Listed entries →
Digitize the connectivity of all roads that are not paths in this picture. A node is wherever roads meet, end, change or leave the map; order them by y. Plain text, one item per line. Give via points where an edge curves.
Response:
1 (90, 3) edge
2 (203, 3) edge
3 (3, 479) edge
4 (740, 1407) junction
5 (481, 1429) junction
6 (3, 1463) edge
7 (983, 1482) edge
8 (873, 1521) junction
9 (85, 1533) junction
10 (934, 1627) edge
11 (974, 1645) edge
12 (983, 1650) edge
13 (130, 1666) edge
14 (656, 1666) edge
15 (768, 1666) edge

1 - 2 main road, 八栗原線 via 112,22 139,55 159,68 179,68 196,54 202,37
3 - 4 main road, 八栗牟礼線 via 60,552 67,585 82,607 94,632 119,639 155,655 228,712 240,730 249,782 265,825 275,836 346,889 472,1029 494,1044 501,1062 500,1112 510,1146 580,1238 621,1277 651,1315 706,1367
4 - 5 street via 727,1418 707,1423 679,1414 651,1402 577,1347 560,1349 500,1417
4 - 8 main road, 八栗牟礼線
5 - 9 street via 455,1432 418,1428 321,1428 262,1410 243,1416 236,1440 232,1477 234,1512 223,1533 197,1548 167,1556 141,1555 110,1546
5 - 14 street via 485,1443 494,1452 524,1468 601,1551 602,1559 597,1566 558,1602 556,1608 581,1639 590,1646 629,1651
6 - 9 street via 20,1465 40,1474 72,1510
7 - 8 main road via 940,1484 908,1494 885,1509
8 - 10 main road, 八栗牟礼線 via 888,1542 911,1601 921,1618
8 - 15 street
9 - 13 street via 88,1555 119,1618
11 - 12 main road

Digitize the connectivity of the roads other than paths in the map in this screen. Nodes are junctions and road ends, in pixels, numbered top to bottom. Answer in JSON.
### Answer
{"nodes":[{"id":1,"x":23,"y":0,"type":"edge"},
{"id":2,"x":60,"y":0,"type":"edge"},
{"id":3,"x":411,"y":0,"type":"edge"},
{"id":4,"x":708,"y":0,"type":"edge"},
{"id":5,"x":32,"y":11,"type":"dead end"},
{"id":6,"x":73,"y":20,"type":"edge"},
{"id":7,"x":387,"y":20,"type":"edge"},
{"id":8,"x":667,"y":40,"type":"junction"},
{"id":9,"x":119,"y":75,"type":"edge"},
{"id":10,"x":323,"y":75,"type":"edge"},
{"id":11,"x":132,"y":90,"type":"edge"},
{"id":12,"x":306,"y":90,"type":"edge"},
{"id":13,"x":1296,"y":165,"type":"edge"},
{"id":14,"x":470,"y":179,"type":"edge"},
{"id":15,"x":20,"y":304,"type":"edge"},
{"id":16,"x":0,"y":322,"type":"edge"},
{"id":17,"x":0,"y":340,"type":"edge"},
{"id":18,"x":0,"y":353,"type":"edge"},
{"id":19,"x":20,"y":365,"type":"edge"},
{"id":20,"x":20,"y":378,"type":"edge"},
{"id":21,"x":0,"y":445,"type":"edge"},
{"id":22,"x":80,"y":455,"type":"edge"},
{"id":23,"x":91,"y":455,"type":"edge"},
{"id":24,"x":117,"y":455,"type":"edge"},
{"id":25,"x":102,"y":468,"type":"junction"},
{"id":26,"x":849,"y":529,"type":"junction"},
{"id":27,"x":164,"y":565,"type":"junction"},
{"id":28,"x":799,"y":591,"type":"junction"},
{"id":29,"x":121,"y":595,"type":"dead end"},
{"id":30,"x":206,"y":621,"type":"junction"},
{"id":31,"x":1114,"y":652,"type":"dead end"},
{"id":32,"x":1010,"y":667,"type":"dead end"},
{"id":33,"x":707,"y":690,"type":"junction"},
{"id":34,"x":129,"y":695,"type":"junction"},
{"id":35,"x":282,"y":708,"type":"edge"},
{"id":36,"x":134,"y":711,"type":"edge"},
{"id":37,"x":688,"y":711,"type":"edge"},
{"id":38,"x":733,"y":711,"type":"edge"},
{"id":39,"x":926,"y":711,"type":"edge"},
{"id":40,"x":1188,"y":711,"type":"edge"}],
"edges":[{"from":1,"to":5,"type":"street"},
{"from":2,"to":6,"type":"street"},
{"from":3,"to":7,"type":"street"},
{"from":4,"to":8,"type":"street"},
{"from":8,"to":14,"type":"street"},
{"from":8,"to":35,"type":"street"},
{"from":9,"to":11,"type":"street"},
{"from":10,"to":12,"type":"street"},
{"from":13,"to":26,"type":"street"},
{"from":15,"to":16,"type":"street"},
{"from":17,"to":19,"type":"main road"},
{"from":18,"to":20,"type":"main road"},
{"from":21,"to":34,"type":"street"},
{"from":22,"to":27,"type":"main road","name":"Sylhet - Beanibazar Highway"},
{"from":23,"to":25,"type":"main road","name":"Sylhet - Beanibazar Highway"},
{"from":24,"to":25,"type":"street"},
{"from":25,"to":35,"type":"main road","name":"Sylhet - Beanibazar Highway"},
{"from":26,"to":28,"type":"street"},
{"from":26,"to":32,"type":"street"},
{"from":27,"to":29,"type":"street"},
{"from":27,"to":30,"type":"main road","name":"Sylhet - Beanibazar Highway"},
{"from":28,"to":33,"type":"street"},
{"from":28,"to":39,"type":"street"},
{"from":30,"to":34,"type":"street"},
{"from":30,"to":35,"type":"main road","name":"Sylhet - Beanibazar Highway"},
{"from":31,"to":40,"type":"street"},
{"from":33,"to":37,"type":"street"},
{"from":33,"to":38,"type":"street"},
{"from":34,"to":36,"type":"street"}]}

What is required →
Please return the full set of records exactly as given above.

Solution to the exercise →
Digitize the connectivity of all roads that are not paths in this picture. A node is wherever roads meet, end, change or leave the map; order them by y. Plain text, one item per line. Give via points where an edge curves.
Response:
1 (90, 3) edge
2 (203, 3) edge
3 (3, 479) edge
4 (740, 1407) junction
5 (481, 1429) junction
6 (3, 1463) edge
7 (983, 1482) edge
8 (873, 1521) junction
9 (85, 1533) junction
10 (934, 1627) edge
11 (974, 1645) edge
12 (983, 1650) edge
13 (130, 1666) edge
14 (656, 1666) edge
15 (768, 1666) edge

1 - 2 main road, 八栗原線 via 112,22 139,55 159,68 179,68 196,54 202,37
3 - 4 main road, 八栗牟礼線 via 60,552 67,585 82,607 94,632 119,639 155,655 228,712 240,730 249,782 265,825 275,836 346,889 472,1029 494,1044 501,1062 500,1112 510,1146 580,1238 621,1277 651,1315 706,1367
4 - 5 street via 727,1418 707,1423 679,1414 651,1402 577,1347 560,1349 500,1417
4 - 8 main road, 八栗牟礼線
5 - 9 street via 455,1432 418,1428 321,1428 262,1410 243,1416 236,1440 232,1477 234,1512 223,1533 197,1548 167,1556 141,1555 110,1546
5 - 14 street via 485,1443 494,1452 524,1468 601,1551 602,1559 597,1566 558,1602 556,1608 581,1639 590,1646 629,1651
6 - 9 street via 20,1465 40,1474 72,1510
7 - 8 main road via 940,1484 908,1494 885,1509
8 - 10 main road, 八栗牟礼線 via 888,1542 911,1601 921,1618
8 - 15 street
9 - 13 street via 88,1555 119,1618
11 - 12 main road

Digitize the connectivity of the roads other than paths in the map in this screen. Nodes are junctions and road ends, in pixels, numbered top to bottom. Answer in JSON.
### Answer
{"nodes":[{"id":1,"x":23,"y":0,"type":"edge"},
{"id":2,"x":60,"y":0,"type":"edge"},
{"id":3,"x":411,"y":0,"type":"edge"},
{"id":4,"x":708,"y":0,"type":"edge"},
{"id":5,"x":32,"y":11,"type":"dead end"},
{"id":6,"x":73,"y":20,"type":"edge"},
{"id":7,"x":387,"y":20,"type":"edge"},
{"id":8,"x":667,"y":40,"type":"junction"},
{"id":9,"x":119,"y":75,"type":"edge"},
{"id":10,"x":323,"y":75,"type":"edge"},
{"id":11,"x":132,"y":90,"type":"edge"},
{"id":12,"x":306,"y":90,"type":"edge"},
{"id":13,"x":1296,"y":165,"type":"edge"},
{"id":14,"x":470,"y":179,"type":"edge"},
{"id":15,"x":20,"y":304,"type":"edge"},
{"id":16,"x":0,"y":322,"type":"edge"},
{"id":17,"x":0,"y":340,"type":"edge"},
{"id":18,"x":0,"y":353,"type":"edge"},
{"id":19,"x":20,"y":365,"type":"edge"},
{"id":20,"x":20,"y":378,"type":"edge"},
{"id":21,"x":0,"y":445,"type":"edge"},
{"id":22,"x":80,"y":455,"type":"edge"},
{"id":23,"x":91,"y":455,"type":"edge"},
{"id":24,"x":117,"y":455,"type":"edge"},
{"id":25,"x":102,"y":468,"type":"junction"},
{"id":26,"x":849,"y":529,"type":"junction"},
{"id":27,"x":164,"y":565,"type":"junction"},
{"id":28,"x":799,"y":591,"type":"junction"},
{"id":29,"x":121,"y":595,"type":"dead end"},
{"id":30,"x":206,"y":621,"type":"junction"},
{"id":31,"x":1114,"y":652,"type":"dead end"},
{"id":32,"x":1010,"y":667,"type":"dead end"},
{"id":33,"x":707,"y":690,"type":"junction"},
{"id":34,"x":129,"y":695,"type":"junction"},
{"id":35,"x":282,"y":708,"type":"edge"},
{"id":36,"x":134,"y":711,"type":"edge"},
{"id":37,"x":688,"y":711,"type":"edge"},
{"id":38,"x":733,"y":711,"type":"edge"},
{"id":39,"x":926,"y":711,"type":"edge"},
{"id":40,"x":1188,"y":711,"type":"edge"}],
"edges":[{"from":1,"to":5,"type":"street"},
{"from":2,"to":6,"type":"street"},
{"from":3,"to":7,"type":"street"},
{"from":4,"to":8,"type":"street"},
{"from":8,"to":14,"type":"street"},
{"from":8,"to":35,"type":"street"},
{"from":9,"to":11,"type":"street"},
{"from":10,"to":12,"type":"street"},
{"from":13,"to":26,"type":"street"},
{"from":15,"to":16,"type":"street"},
{"from":17,"to":19,"type":"main road"},
{"from":18,"to":20,"type":"main road"},
{"from":21,"to":34,"type":"street"},
{"from":22,"to":27,"type":"main road","name":"Sylhet - Beanibazar Highway"},
{"from":23,"to":25,"type":"main road","name":"Sylhet - Beanibazar Highway"},
{"from":24,"to":25,"type":"street"},
{"from":25,"to":35,"type":"main road","name":"Sylhet - Beanibazar Highway"},
{"from":26,"to":28,"type":"street"},
{"from":26,"to":32,"type":"street"},
{"from":27,"to":29,"type":"street"},
{"from":27,"to":30,"type":"main road","name":"Sylhet - Beanibazar Highway"},
{"from":28,"to":33,"type":"street"},
{"from":28,"to":39,"type":"street"},
{"from":30,"to":34,"type":"street"},
{"from":30,"to":35,"type":"main road","name":"Sylhet - Beanibazar Highway"},
{"from":31,"to":40,"type":"street"},
{"from":33,"to":37,"type":"street"},
{"from":33,"to":38,"type":"street"},
{"from":34,"to":36,"type":"street"}]}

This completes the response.